The fluorescent lights in the press briefing room are knives in my skull. My stomach is a rotting fruit pit, twisted and acidic, trying to claw its way out through my throat. I grip the edge of my seat and force my focus forward.
Caroline is up there, gliding through the chaos, batting away the media’s poisoned darts with the cold efficiency of a hitman. She’s electric, brutal—Trump’s personal executioner. I should be reveling in this. I should be drinking in the carnage like an expensive whiskey. But my mind keeps skipping, skidding sideways, tripping over last night.
The streetlights melting across my windshield. The heat. The smell of burnt rubber and sweat.
And her.
That platinum-wigged lunatic with the leopard-print miniskirt and switchblade lipstick.
The cops. The cackling. The fucking humiliation.
I close my eyes, try to ground myself in the present, in the righteous war playing out in front of me, but the THC still hums in my bloodstream, and my nerves are scraped raw. My skin feels too tight. My shirt collar is suffocating me. My mouth tastes like regret and convenience store coffee.

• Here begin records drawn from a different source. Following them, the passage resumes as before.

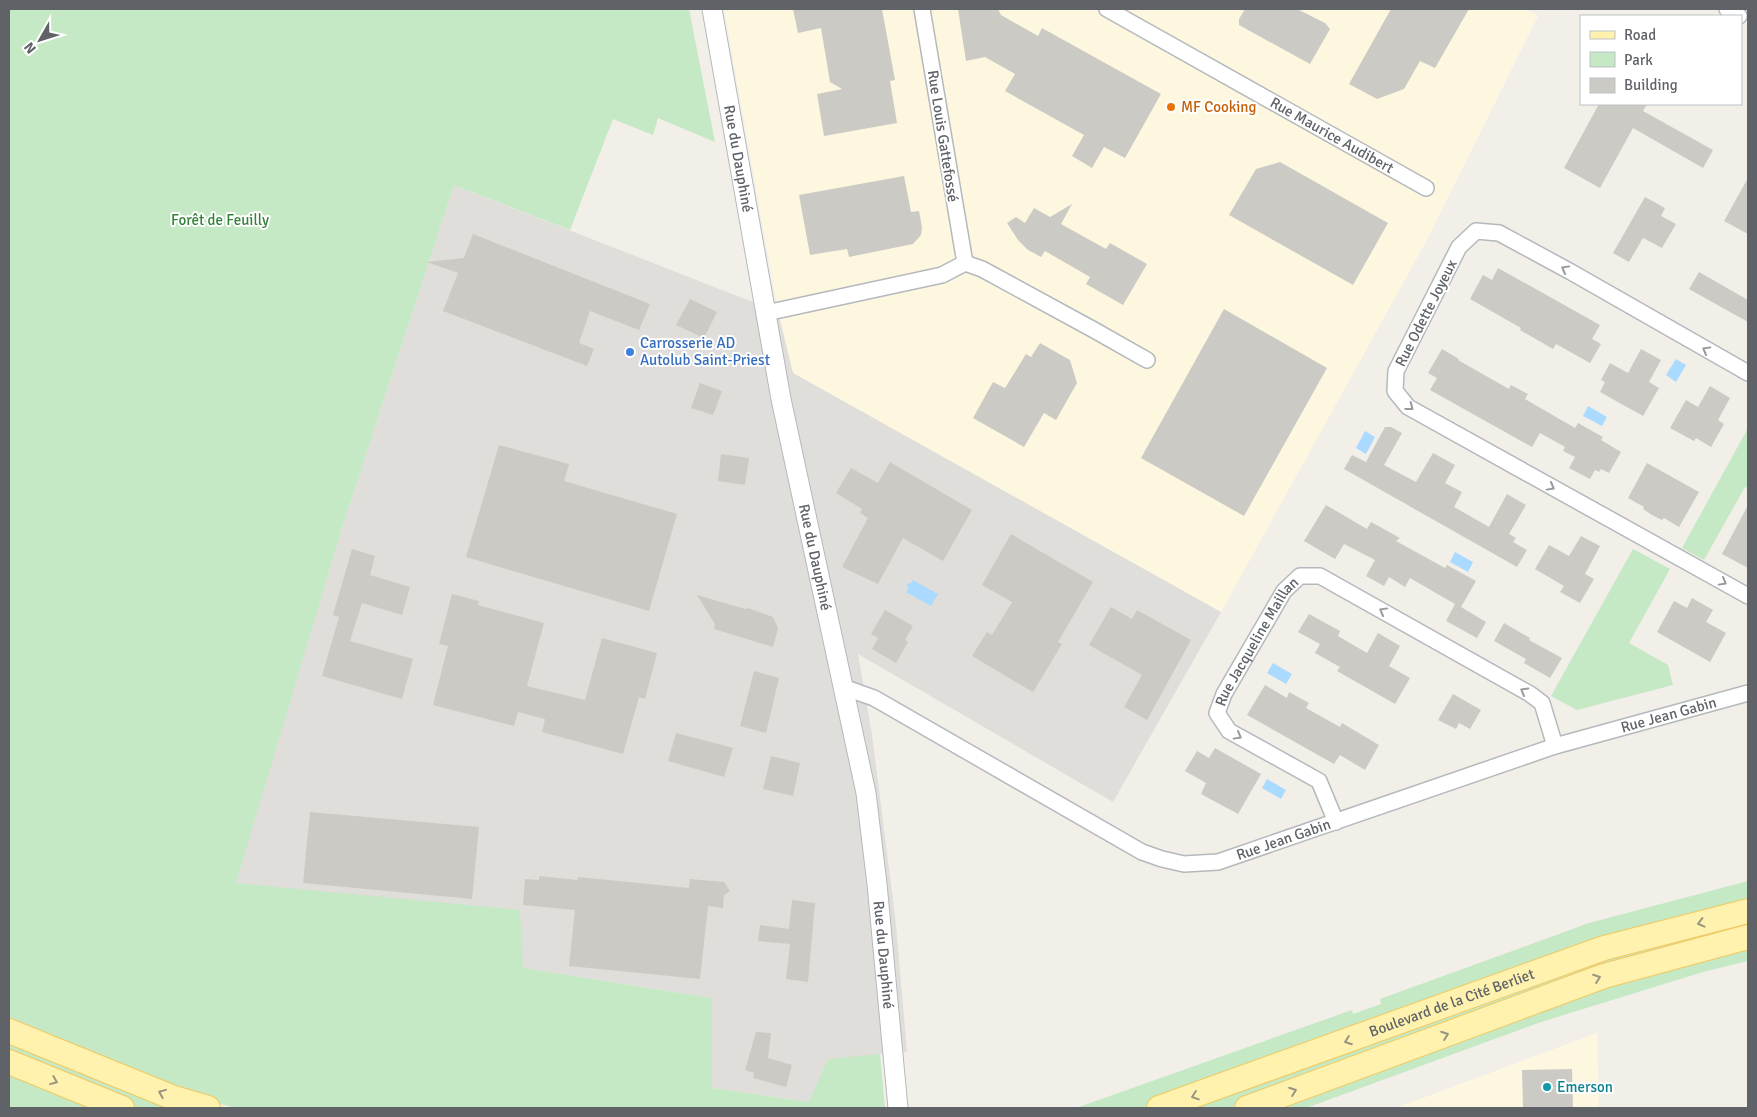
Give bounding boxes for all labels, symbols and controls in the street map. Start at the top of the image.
north arrow [15,15,65,65]
legend [1580,15,1742,105]
text: Road [1624,26,1656,44]
text: N [21,39,40,57]
text: Park [1624,51,1653,69]
street label: Rue Louis Gattefossé [924,69,962,203]
text: Building [1624,76,1678,94]
street label: Rue Maurice Audibert [1267,93,1397,177]
place label: MF Cooking [1181,98,1256,116]
marker: MF Cooking [1165,101,1177,113]
street label: Rue du Dauphiné [720,104,757,214]
park label: Forêt de Feuilly [171,211,269,229]
street label: Rue Odette Joyeux [1391,256,1461,370]
one-way arrow [1561,265,1570,275]
place label: Carrosserie AD Autolub Saint-Priest [640,334,770,369]
marker: Carrosserie AD Autolub Saint-Priest [624,346,636,358]
one-way arrow [1702,346,1711,356]
one-way arrow [1404,401,1414,410]
one-way arrow [1546,481,1555,491]
street label: Rue du Dauphiné [795,502,835,612]
street label: Rue Jacqueline Maillan [1211,573,1302,709]
one-way arrow [1718,576,1727,586]
one-way arrow [1379,608,1388,618]
one-way arrow [1521,687,1530,697]
street label: Rue Jean Gabin [1619,693,1718,737]
one-way arrow [1233,730,1242,740]
street label: Rue Jean Gabin [1234,815,1333,864]
street label: Rue du Dauphiné [870,900,898,1010]
one-way arrow [1697,917,1705,928]
street label: Boulevard de la Cité Berliet [1367,965,1537,1041]
one-way arrow [1593,974,1601,984]
one-way arrow [1440,1031,1449,1041]
one-way arrow [1344,1035,1353,1045]
one-way arrow [49,1075,58,1085]
place label: Emerson [1557,1078,1613,1096]
marker: Emerson [1541,1081,1553,1093]
one-way arrow [1288,1087,1296,1097]
one-way arrow [158,1089,167,1099]
one-way arrow [1191,1090,1200,1100]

I shouldn’t be here. I should be curled up somewhere dark and forgiving, sweating out the toxins. But I had to come. Had to see the aftermath of last night’s speech—the speech that rattled the country, set the media class howling. Had to watch the jackals spin their pathetic narratives.
Trump was perfect. Towering. He laid it all out, cut through the lies like a bandsaw. Seventy-six percent approval. That’s not a speech, that’s a seismic event. The kind of moment historians will look back on when they chart the return of the American dream.
Caroline flashes a sheet of paper at the press corps, her manicured nails tapping the CBS poll numbers like the barrel of a loaded gun. The journalists shift in their seats, lips curling, eyes darting. They know. They all know.
But they still ask their petty questions, still poke and prod, trying to chip away at the inevitable.
Tariffs. Inflation. Canada.
Governor Trudeau. Jesus, that was good.
Caroline doesn’t flinch. “The President believes in tariffs because they’ll make America rich again.”
Damn right.
Another question. The Democrats’ grotesque refusal to stand for the grieving mothers, the survivors, the children.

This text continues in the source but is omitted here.